*** Data supplied ***
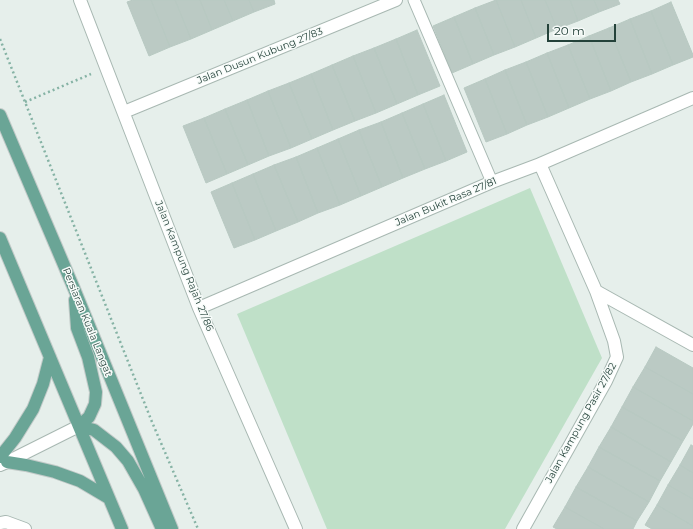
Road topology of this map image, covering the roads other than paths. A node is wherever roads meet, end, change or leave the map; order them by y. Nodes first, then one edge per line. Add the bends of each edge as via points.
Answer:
1 (80, 0) edge
2 (396, 0) edge
3 (414, 0) edge
4 (693, 98) edge
5 (124, 112) junction
6 (0, 115) edge
7 (540, 164) junction
8 (492, 182) junction
9 (0, 238) edge
10 (75, 291) junction
11 (596, 291) junction
12 (200, 308) junction
13 (693, 345) edge
14 (50, 357) junction
15 (79, 426) junction
16 (2, 461) edge
17 (108, 497) junction
18 (0, 523) edge
19 (25, 529) edge
20 (122, 529) edge
21 (162, 529) edge
22 (172, 529) edge
23 (296, 529) edge
24 (523, 529) edge

1 - 5 street, Jalan Kampung Rajah 27/86
2 - 5 street, Jalan Dusun Kubung 27/83
3 - 8 lane
4 - 7 street, Jalan Bukit Rasa 27/81
5 - 12 street, Jalan Kampung Rajah 27/86
6 - 10 main road, Persiaran Kuala Langat
7 - 8 street, Jalan Bukit Rasa 27/81
7 - 11 street, Jalan Kampung Pasir 27/82
8 - 12 street, Jalan Bukit Rasa 27/81
9 - 14 main road
10 - 15 main road via 76,328 88,357 96,392 95,404 89,417
10 - 22 main road, Persiaran Kuala Langat
11 - 13 street
11 - 24 street, Jalan Kampung Pasir 27/82 via 614,340 617,357
12 - 23 street, Jalan Kampung Rajah 27/86
14 - 15 main road
14 - 16 main road via 33,409
15 - 16 street
15 - 17 main road
15 - 21 main road via 94,430 116,447 144,489
16 - 17 main road via 80,480
17 - 20 main road
18 - 19 street via 6,522

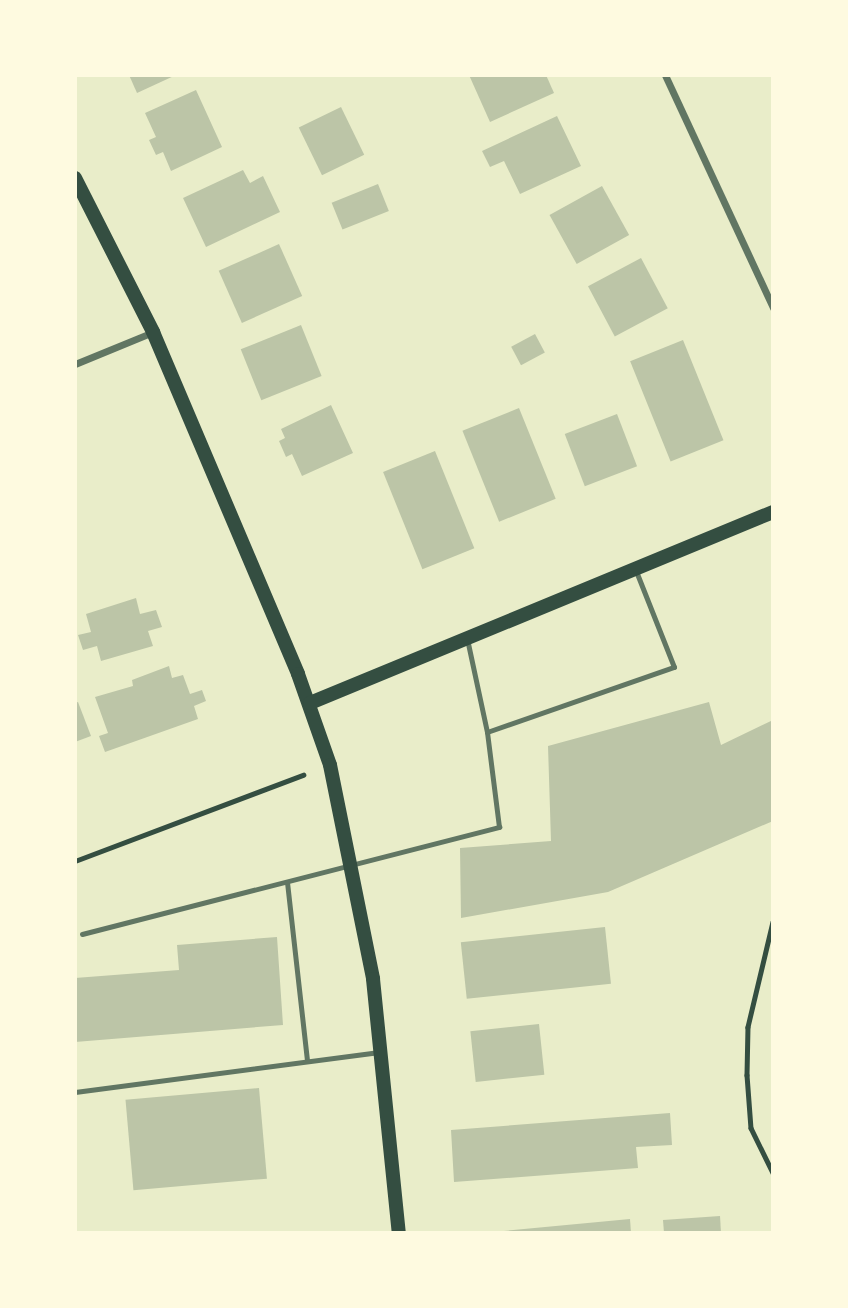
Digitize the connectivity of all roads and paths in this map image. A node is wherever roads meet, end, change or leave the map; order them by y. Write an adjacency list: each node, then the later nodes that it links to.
1 (665, 75): 3 (street)
2 (75, 178): 4 (main road)
3 (773, 308)
4 (153, 332): 5 (street); 9 (main road)
5 (75, 364)
6 (773, 512): 7 (main road)
7 (634, 567): 8 (main road); 10 (lane)
8 (467, 639): 9 (main road); 10 (lane)
9 (310, 703): 11 (main road)
10 (488, 732): 13 (lane)
11 (330, 765): 12 (path); 13 (main road)
12 (75, 861)
13 (353, 865): 14 (lane); 17 (main road)
14 (287, 882): 16 (lane); 18 (lane)
15 (773, 922): 20 (path)
16 (82, 934)
17 (380, 1052): 18 (lane); 21 (main road)
18 (307, 1060): 19 (lane)
19 (75, 1092)
20 (773, 1173)
21 (399, 1233)

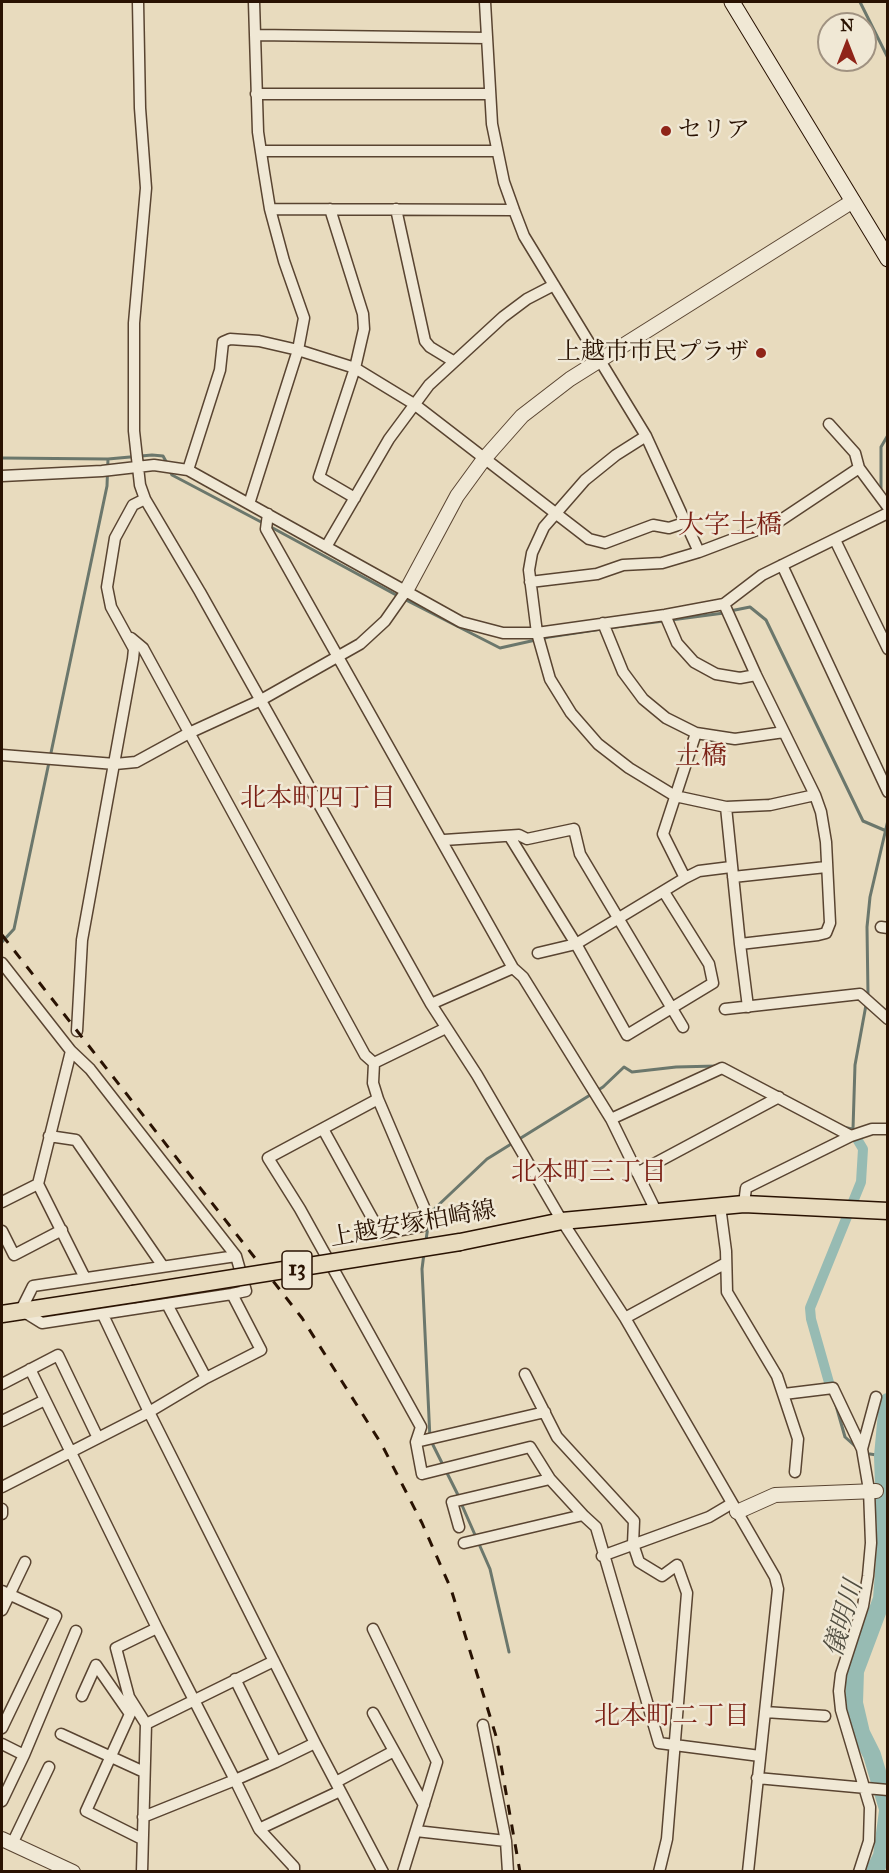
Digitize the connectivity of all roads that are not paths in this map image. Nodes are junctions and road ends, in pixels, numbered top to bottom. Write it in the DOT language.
*** End of Data supplied ***
- **Task directions**: Reproduce the whole listing verbatim and keep all pictures out of it.

- **Answer to the problem**:
Road topology of this map image, covering the roads other than paths. A node is wherever roads meet, end, change or leave the map; order them by y. Nodes first, then one edge per line. Add the bends of each edge as via points.
Answer:
1 (80, 0) edge
2 (396, 0) edge
3 (414, 0) edge
4 (693, 98) edge
5 (124, 112) junction
6 (0, 115) edge
7 (540, 164) junction
8 (492, 182) junction
9 (0, 238) edge
10 (75, 291) junction
11 (596, 291) junction
12 (200, 308) junction
13 (693, 345) edge
14 (50, 357) junction
15 (79, 426) junction
16 (2, 461) edge
17 (108, 497) junction
18 (0, 523) edge
19 (25, 529) edge
20 (122, 529) edge
21 (162, 529) edge
22 (172, 529) edge
23 (296, 529) edge
24 (523, 529) edge

1 - 5 street, Jalan Kampung Rajah 27/86
2 - 5 street, Jalan Dusun Kubung 27/83
3 - 8 lane
4 - 7 street, Jalan Bukit Rasa 27/81
5 - 12 street, Jalan Kampung Rajah 27/86
6 - 10 main road, Persiaran Kuala Langat
7 - 8 street, Jalan Bukit Rasa 27/81
7 - 11 street, Jalan Kampung Pasir 27/82
8 - 12 street, Jalan Bukit Rasa 27/81
9 - 14 main road
10 - 15 main road via 76,328 88,357 96,392 95,404 89,417
10 - 22 main road, Persiaran Kuala Langat
11 - 13 street
11 - 24 street, Jalan Kampung Pasir 27/82 via 614,340 617,357
12 - 23 street, Jalan Kampung Rajah 27/86
14 - 15 main road
14 - 16 main road via 33,409
15 - 16 street
15 - 17 main road
15 - 21 main road via 94,430 116,447 144,489
16 - 17 main road via 80,480
17 - 20 main road
18 - 19 street via 6,522

Digitize the connectivity of all roads and paths in this map image. A node is wherever roads meet, end, change or leave the map; order them by y. Write an adjacency list: each node, then the later nodes that it links to.
1 (665, 75): 3 (street)
2 (75, 178): 4 (main road)
3 (773, 308)
4 (153, 332): 5 (street); 9 (main road)
5 (75, 364)
6 (773, 512): 7 (main road)
7 (634, 567): 8 (main road); 10 (lane)
8 (467, 639): 9 (main road); 10 (lane)
9 (310, 703): 11 (main road)
10 (488, 732): 13 (lane)
11 (330, 765): 12 (path); 13 (main road)
12 (75, 861)
13 (353, 865): 14 (lane); 17 (main road)
14 (287, 882): 16 (lane); 18 (lane)
15 (773, 922): 20 (path)
16 (82, 934)
17 (380, 1052): 18 (lane); 21 (main road)
18 (307, 1060): 19 (lane)
19 (75, 1092)
20 (773, 1173)
21 (399, 1233)

Digitize the connectivity of all roads that are not paths in this map image. Nodes are junctions and road ends, in pixels, numbered top to bottom. Write it in the DOT language.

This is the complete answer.